→ **The task**: Down to the last line below, give the listing again exactly.
□ □ □ □
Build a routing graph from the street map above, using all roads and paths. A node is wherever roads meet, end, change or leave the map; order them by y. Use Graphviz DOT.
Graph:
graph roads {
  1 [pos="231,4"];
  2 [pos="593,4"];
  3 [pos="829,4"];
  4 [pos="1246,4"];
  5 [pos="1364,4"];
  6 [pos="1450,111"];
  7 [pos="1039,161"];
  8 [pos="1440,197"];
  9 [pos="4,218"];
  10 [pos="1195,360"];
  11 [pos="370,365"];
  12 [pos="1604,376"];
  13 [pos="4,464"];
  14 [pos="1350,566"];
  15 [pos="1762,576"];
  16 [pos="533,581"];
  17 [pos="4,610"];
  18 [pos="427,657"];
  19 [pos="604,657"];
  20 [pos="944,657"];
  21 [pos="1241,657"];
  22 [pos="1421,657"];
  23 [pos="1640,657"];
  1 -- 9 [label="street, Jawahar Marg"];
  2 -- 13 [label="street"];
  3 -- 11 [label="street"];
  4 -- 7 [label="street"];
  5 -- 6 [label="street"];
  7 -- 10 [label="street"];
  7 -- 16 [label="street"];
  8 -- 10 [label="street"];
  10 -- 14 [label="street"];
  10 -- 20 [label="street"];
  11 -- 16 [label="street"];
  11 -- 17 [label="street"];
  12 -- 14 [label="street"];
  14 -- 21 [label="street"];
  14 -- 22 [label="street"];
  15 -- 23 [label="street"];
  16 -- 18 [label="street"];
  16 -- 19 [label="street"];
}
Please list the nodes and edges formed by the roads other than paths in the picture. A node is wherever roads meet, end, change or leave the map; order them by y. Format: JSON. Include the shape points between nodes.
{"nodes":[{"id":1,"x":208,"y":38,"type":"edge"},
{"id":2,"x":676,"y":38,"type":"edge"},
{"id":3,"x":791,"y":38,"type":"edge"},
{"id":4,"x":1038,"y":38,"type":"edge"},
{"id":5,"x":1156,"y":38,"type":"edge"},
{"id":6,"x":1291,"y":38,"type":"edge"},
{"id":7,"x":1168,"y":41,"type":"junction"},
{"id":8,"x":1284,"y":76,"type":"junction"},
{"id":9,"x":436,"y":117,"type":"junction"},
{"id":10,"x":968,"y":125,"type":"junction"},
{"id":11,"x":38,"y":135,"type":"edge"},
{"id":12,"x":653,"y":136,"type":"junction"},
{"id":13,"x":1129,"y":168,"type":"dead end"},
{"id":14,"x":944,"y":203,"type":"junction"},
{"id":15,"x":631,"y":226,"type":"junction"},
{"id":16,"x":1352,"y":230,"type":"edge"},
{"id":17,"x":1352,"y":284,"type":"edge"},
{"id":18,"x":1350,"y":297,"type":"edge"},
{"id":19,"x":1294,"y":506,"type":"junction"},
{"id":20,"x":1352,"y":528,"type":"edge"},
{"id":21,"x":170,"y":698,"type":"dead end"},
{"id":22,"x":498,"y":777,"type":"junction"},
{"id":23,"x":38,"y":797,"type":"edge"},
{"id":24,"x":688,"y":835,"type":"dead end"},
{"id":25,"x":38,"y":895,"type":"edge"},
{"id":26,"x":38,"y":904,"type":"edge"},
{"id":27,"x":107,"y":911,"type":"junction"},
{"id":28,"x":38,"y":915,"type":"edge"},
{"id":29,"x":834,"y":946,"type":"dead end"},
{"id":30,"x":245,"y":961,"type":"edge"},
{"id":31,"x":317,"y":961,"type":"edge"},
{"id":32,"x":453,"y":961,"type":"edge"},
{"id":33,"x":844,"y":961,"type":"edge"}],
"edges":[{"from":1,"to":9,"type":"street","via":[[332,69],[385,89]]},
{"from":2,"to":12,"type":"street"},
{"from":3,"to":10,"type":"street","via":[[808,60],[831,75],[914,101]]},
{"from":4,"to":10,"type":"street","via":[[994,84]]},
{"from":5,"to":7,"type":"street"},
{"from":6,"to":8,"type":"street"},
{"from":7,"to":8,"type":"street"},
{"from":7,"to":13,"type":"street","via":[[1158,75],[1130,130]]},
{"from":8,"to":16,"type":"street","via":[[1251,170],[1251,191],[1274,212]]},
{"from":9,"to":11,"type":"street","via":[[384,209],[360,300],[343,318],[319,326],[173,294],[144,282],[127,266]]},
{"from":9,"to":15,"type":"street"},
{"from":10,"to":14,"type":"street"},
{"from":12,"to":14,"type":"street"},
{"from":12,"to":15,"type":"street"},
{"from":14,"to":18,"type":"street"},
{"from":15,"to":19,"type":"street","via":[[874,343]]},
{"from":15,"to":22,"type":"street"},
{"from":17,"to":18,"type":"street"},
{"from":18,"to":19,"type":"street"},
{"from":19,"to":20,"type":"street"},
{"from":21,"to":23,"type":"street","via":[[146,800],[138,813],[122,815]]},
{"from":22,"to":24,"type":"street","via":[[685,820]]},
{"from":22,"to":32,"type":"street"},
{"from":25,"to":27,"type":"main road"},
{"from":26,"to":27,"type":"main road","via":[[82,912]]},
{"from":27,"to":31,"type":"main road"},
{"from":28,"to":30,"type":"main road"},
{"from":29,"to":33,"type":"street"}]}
□ □ □ □
→ **Final answer**:
Build a routing graph from the street map above, using all roads and paths. A node is wherever roads meet, end, change or leave the map; order them by y. Use Graphviz DOT.
Graph:
graph roads {
  1 [pos="231,4"];
  2 [pos="593,4"];
  3 [pos="829,4"];
  4 [pos="1246,4"];
  5 [pos="1364,4"];
  6 [pos="1450,111"];
  7 [pos="1039,161"];
  8 [pos="1440,197"];
  9 [pos="4,218"];
  10 [pos="1195,360"];
  11 [pos="370,365"];
  12 [pos="1604,376"];
  13 [pos="4,464"];
  14 [pos="1350,566"];
  15 [pos="1762,576"];
  16 [pos="533,581"];
  17 [pos="4,610"];
  18 [pos="427,657"];
  19 [pos="604,657"];
  20 [pos="944,657"];
  21 [pos="1241,657"];
  22 [pos="1421,657"];
  23 [pos="1640,657"];
  1 -- 9 [label="street, Jawahar Marg"];
  2 -- 13 [label="street"];
  3 -- 11 [label="street"];
  4 -- 7 [label="street"];
  5 -- 6 [label="street"];
  7 -- 10 [label="street"];
  7 -- 16 [label="street"];
  8 -- 10 [label="street"];
  10 -- 14 [label="street"];
  10 -- 20 [label="street"];
  11 -- 16 [label="street"];
  11 -- 17 [label="street"];
  12 -- 14 [label="street"];
  14 -- 21 [label="street"];
  14 -- 22 [label="street"];
  15 -- 23 [label="street"];
  16 -- 18 [label="street"];
  16 -- 19 [label="street"];
}
Please list the nodes and edges formed by the roads other than paths in the picture. A node is wherever roads meet, end, change or leave the map; order them by y. Format: JSON. Include the shape points between nodes.
{"nodes":[{"id":1,"x":208,"y":38,"type":"edge"},
{"id":2,"x":676,"y":38,"type":"edge"},
{"id":3,"x":791,"y":38,"type":"edge"},
{"id":4,"x":1038,"y":38,"type":"edge"},
{"id":5,"x":1156,"y":38,"type":"edge"},
{"id":6,"x":1291,"y":38,"type":"edge"},
{"id":7,"x":1168,"y":41,"type":"junction"},
{"id":8,"x":1284,"y":76,"type":"junction"},
{"id":9,"x":436,"y":117,"type":"junction"},
{"id":10,"x":968,"y":125,"type":"junction"},
{"id":11,"x":38,"y":135,"type":"edge"},
{"id":12,"x":653,"y":136,"type":"junction"},
{"id":13,"x":1129,"y":168,"type":"dead end"},
{"id":14,"x":944,"y":203,"type":"junction"},
{"id":15,"x":631,"y":226,"type":"junction"},
{"id":16,"x":1352,"y":230,"type":"edge"},
{"id":17,"x":1352,"y":284,"type":"edge"},
{"id":18,"x":1350,"y":297,"type":"edge"},
{"id":19,"x":1294,"y":506,"type":"junction"},
{"id":20,"x":1352,"y":528,"type":"edge"},
{"id":21,"x":170,"y":698,"type":"dead end"},
{"id":22,"x":498,"y":777,"type":"junction"},
{"id":23,"x":38,"y":797,"type":"edge"},
{"id":24,"x":688,"y":835,"type":"dead end"},
{"id":25,"x":38,"y":895,"type":"edge"},
{"id":26,"x":38,"y":904,"type":"edge"},
{"id":27,"x":107,"y":911,"type":"junction"},
{"id":28,"x":38,"y":915,"type":"edge"},
{"id":29,"x":834,"y":946,"type":"dead end"},
{"id":30,"x":245,"y":961,"type":"edge"},
{"id":31,"x":317,"y":961,"type":"edge"},
{"id":32,"x":453,"y":961,"type":"edge"},
{"id":33,"x":844,"y":961,"type":"edge"}],
"edges":[{"from":1,"to":9,"type":"street","via":[[332,69],[385,89]]},
{"from":2,"to":12,"type":"street"},
{"from":3,"to":10,"type":"street","via":[[808,60],[831,75],[914,101]]},
{"from":4,"to":10,"type":"street","via":[[994,84]]},
{"from":5,"to":7,"type":"street"},
{"from":6,"to":8,"type":"street"},
{"from":7,"to":8,"type":"street"},
{"from":7,"to":13,"type":"street","via":[[1158,75],[1130,130]]},
{"from":8,"to":16,"type":"street","via":[[1251,170],[1251,191],[1274,212]]},
{"from":9,"to":11,"type":"street","via":[[384,209],[360,300],[343,318],[319,326],[173,294],[144,282],[127,266]]},
{"from":9,"to":15,"type":"street"},
{"from":10,"to":14,"type":"street"},
{"from":12,"to":14,"type":"street"},
{"from":12,"to":15,"type":"street"},
{"from":14,"to":18,"type":"street"},
{"from":15,"to":19,"type":"street","via":[[874,343]]},
{"from":15,"to":22,"type":"street"},
{"from":17,"to":18,"type":"street"},
{"from":18,"to":19,"type":"street"},
{"from":19,"to":20,"type":"street"},
{"from":21,"to":23,"type":"street","via":[[146,800],[138,813],[122,815]]},
{"from":22,"to":24,"type":"street","via":[[685,820]]},
{"from":22,"to":32,"type":"street"},
{"from":25,"to":27,"type":"main road"},
{"from":26,"to":27,"type":"main road","via":[[82,912]]},
{"from":27,"to":31,"type":"main road"},
{"from":28,"to":30,"type":"main road"},
{"from":29,"to":33,"type":"street"}]}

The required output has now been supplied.